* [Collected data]
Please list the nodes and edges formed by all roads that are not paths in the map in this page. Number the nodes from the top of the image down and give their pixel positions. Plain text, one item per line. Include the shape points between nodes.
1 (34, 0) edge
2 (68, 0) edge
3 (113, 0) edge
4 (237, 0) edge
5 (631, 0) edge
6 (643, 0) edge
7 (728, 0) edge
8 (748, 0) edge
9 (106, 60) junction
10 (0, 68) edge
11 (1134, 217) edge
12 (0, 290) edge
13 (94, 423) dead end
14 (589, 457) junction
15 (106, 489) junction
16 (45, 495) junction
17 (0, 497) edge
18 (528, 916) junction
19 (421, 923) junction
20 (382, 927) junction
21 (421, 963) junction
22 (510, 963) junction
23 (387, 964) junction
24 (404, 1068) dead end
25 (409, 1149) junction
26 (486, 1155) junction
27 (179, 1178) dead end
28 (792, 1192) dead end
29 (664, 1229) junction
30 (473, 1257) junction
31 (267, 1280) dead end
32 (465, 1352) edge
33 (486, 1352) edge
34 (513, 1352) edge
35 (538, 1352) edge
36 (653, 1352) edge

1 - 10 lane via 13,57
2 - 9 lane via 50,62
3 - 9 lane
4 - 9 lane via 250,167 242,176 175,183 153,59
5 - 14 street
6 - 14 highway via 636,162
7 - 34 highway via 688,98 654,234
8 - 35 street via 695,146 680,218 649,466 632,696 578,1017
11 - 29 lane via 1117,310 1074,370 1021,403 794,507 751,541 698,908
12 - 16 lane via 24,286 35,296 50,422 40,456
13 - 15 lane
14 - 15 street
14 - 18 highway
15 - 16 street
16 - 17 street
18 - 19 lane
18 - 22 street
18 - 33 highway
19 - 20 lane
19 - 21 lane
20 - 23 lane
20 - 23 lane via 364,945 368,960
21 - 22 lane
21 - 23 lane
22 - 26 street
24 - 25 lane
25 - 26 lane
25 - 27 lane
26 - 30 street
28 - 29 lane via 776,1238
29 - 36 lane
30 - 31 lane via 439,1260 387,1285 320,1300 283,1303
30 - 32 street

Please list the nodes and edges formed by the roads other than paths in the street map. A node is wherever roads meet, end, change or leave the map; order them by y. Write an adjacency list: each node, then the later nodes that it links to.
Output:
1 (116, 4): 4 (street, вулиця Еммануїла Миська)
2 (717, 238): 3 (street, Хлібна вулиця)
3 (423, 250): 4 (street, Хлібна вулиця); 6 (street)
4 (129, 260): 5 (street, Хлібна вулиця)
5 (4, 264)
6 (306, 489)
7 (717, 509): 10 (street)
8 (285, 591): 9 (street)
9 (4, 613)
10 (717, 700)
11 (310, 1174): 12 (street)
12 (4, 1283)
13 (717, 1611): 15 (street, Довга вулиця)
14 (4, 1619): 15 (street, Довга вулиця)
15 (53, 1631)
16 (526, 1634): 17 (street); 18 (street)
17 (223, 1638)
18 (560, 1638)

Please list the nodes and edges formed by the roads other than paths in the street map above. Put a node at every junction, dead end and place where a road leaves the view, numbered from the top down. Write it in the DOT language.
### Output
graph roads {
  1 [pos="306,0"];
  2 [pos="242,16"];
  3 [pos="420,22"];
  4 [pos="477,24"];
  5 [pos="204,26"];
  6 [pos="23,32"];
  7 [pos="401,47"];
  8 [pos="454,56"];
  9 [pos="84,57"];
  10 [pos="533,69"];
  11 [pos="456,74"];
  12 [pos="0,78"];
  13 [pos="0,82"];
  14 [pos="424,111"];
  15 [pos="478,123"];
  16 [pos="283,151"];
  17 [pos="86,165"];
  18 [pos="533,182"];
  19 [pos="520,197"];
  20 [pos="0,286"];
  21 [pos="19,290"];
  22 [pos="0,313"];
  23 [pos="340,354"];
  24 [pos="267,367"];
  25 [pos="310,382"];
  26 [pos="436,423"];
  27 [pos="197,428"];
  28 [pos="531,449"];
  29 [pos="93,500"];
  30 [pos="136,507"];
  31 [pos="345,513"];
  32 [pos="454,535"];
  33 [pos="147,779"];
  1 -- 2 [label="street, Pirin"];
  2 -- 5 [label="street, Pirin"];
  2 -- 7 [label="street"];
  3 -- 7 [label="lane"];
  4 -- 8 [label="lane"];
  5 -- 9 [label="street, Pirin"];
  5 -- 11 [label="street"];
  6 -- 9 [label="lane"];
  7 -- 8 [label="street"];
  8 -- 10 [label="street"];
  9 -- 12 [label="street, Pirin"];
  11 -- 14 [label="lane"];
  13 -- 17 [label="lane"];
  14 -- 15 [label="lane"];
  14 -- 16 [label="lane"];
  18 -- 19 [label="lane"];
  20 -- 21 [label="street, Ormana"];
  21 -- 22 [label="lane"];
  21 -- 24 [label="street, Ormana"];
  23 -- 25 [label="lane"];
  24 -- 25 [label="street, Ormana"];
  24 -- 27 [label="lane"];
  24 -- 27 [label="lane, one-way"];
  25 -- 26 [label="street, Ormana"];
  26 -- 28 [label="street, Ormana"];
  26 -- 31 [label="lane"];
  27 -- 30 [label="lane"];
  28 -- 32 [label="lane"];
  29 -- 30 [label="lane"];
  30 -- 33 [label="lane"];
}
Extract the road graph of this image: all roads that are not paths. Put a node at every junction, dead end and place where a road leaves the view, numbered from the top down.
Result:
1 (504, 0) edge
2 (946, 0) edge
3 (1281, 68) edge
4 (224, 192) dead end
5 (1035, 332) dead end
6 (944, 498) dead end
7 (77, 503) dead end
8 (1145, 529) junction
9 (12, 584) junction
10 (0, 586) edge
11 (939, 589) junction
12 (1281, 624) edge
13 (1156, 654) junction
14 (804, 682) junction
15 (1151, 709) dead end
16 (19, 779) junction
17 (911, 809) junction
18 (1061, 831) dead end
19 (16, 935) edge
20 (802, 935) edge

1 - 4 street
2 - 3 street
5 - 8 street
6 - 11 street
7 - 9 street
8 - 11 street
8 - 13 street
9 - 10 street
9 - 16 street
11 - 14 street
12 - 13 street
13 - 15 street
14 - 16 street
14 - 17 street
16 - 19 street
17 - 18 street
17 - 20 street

* [Task prompt] The data must be transcribed in full. Every word stays the same.

* [Written response]
Please list the nodes and edges formed by all roads that are not paths in the map in this page. Number the nodes from the top of the image down and give their pixel positions. Plain text, one item per line. Include the shape points between nodes.
1 (34, 0) edge
2 (68, 0) edge
3 (113, 0) edge
4 (237, 0) edge
5 (631, 0) edge
6 (643, 0) edge
7 (728, 0) edge
8 (748, 0) edge
9 (106, 60) junction
10 (0, 68) edge
11 (1134, 217) edge
12 (0, 290) edge
13 (94, 423) dead end
14 (589, 457) junction
15 (106, 489) junction
16 (45, 495) junction
17 (0, 497) edge
18 (528, 916) junction
19 (421, 923) junction
20 (382, 927) junction
21 (421, 963) junction
22 (510, 963) junction
23 (387, 964) junction
24 (404, 1068) dead end
25 (409, 1149) junction
26 (486, 1155) junction
27 (179, 1178) dead end
28 (792, 1192) dead end
29 (664, 1229) junction
30 (473, 1257) junction
31 (267, 1280) dead end
32 (465, 1352) edge
33 (486, 1352) edge
34 (513, 1352) edge
35 (538, 1352) edge
36 (653, 1352) edge

1 - 10 lane via 13,57
2 - 9 lane via 50,62
3 - 9 lane
4 - 9 lane via 250,167 242,176 175,183 153,59
5 - 14 street
6 - 14 highway via 636,162
7 - 34 highway via 688,98 654,234
8 - 35 street via 695,146 680,218 649,466 632,696 578,1017
11 - 29 lane via 1117,310 1074,370 1021,403 794,507 751,541 698,908
12 - 16 lane via 24,286 35,296 50,422 40,456
13 - 15 lane
14 - 15 street
14 - 18 highway
15 - 16 street
16 - 17 street
18 - 19 lane
18 - 22 street
18 - 33 highway
19 - 20 lane
19 - 21 lane
20 - 23 lane
20 - 23 lane via 364,945 368,960
21 - 22 lane
21 - 23 lane
22 - 26 street
24 - 25 lane
25 - 26 lane
25 - 27 lane
26 - 30 street
28 - 29 lane via 776,1238
29 - 36 lane
30 - 31 lane via 439,1260 387,1285 320,1300 283,1303
30 - 32 street

Please list the nodes and edges formed by the roads other than paths in the street map. A node is wherever roads meet, end, change or leave the map; order them by y. Write an adjacency list: each node, then the later nodes that it links to.
Output:
1 (116, 4): 4 (street, вулиця Еммануїла Миська)
2 (717, 238): 3 (street, Хлібна вулиця)
3 (423, 250): 4 (street, Хлібна вулиця); 6 (street)
4 (129, 260): 5 (street, Хлібна вулиця)
5 (4, 264)
6 (306, 489)
7 (717, 509): 10 (street)
8 (285, 591): 9 (street)
9 (4, 613)
10 (717, 700)
11 (310, 1174): 12 (street)
12 (4, 1283)
13 (717, 1611): 15 (street, Довга вулиця)
14 (4, 1619): 15 (street, Довга вулиця)
15 (53, 1631)
16 (526, 1634): 17 (street); 18 (street)
17 (223, 1638)
18 (560, 1638)

Please list the nodes and edges formed by the roads other than paths in the street map above. Put a node at every junction, dead end and place where a road leaves the view, numbered from the top down. Write it in the DOT language.
### Output
graph roads {
  1 [pos="306,0"];
  2 [pos="242,16"];
  3 [pos="420,22"];
  4 [pos="477,24"];
  5 [pos="204,26"];
  6 [pos="23,32"];
  7 [pos="401,47"];
  8 [pos="454,56"];
  9 [pos="84,57"];
  10 [pos="533,69"];
  11 [pos="456,74"];
  12 [pos="0,78"];
  13 [pos="0,82"];
  14 [pos="424,111"];
  15 [pos="478,123"];
  16 [pos="283,151"];
  17 [pos="86,165"];
  18 [pos="533,182"];
  19 [pos="520,197"];
  20 [pos="0,286"];
  21 [pos="19,290"];
  22 [pos="0,313"];
  23 [pos="340,354"];
  24 [pos="267,367"];
  25 [pos="310,382"];
  26 [pos="436,423"];
  27 [pos="197,428"];
  28 [pos="531,449"];
  29 [pos="93,500"];
  30 [pos="136,507"];
  31 [pos="345,513"];
  32 [pos="454,535"];
  33 [pos="147,779"];
  1 -- 2 [label="street, Pirin"];
  2 -- 5 [label="street, Pirin"];
  2 -- 7 [label="street"];
  3 -- 7 [label="lane"];
  4 -- 8 [label="lane"];
  5 -- 9 [label="street, Pirin"];
  5 -- 11 [label="street"];
  6 -- 9 [label="lane"];
  7 -- 8 [label="street"];
  8 -- 10 [label="street"];
  9 -- 12 [label="street, Pirin"];
  11 -- 14 [label="lane"];
  13 -- 17 [label="lane"];
  14 -- 15 [label="lane"];
  14 -- 16 [label="lane"];
  18 -- 19 [label="lane"];
  20 -- 21 [label="street, Ormana"];
  21 -- 22 [label="lane"];
  21 -- 24 [label="street, Ormana"];
  23 -- 25 [label="lane"];
  24 -- 25 [label="street, Ormana"];
  24 -- 27 [label="lane"];
  24 -- 27 [label="lane, one-way"];
  25 -- 26 [label="street, Ormana"];
  26 -- 28 [label="street, Ormana"];
  26 -- 31 [label="lane"];
  27 -- 30 [label="lane"];
  28 -- 32 [label="lane"];
  29 -- 30 [label="lane"];
  30 -- 33 [label="lane"];
}
Extract the road graph of this image: all roads that are not paths. Put a node at every junction, dead end and place where a road leaves the view, numbered from the top down.
Result:
1 (504, 0) edge
2 (946, 0) edge
3 (1281, 68) edge
4 (224, 192) dead end
5 (1035, 332) dead end
6 (944, 498) dead end
7 (77, 503) dead end
8 (1145, 529) junction
9 (12, 584) junction
10 (0, 586) edge
11 (939, 589) junction
12 (1281, 624) edge
13 (1156, 654) junction
14 (804, 682) junction
15 (1151, 709) dead end
16 (19, 779) junction
17 (911, 809) junction
18 (1061, 831) dead end
19 (16, 935) edge
20 (802, 935) edge

1 - 4 street
2 - 3 street
5 - 8 street
6 - 11 street
7 - 9 street
8 - 11 street
8 - 13 street
9 - 10 street
9 - 16 street
11 - 14 street
12 - 13 street
13 - 15 street
14 - 16 street
14 - 17 street
16 - 19 street
17 - 18 street
17 - 20 street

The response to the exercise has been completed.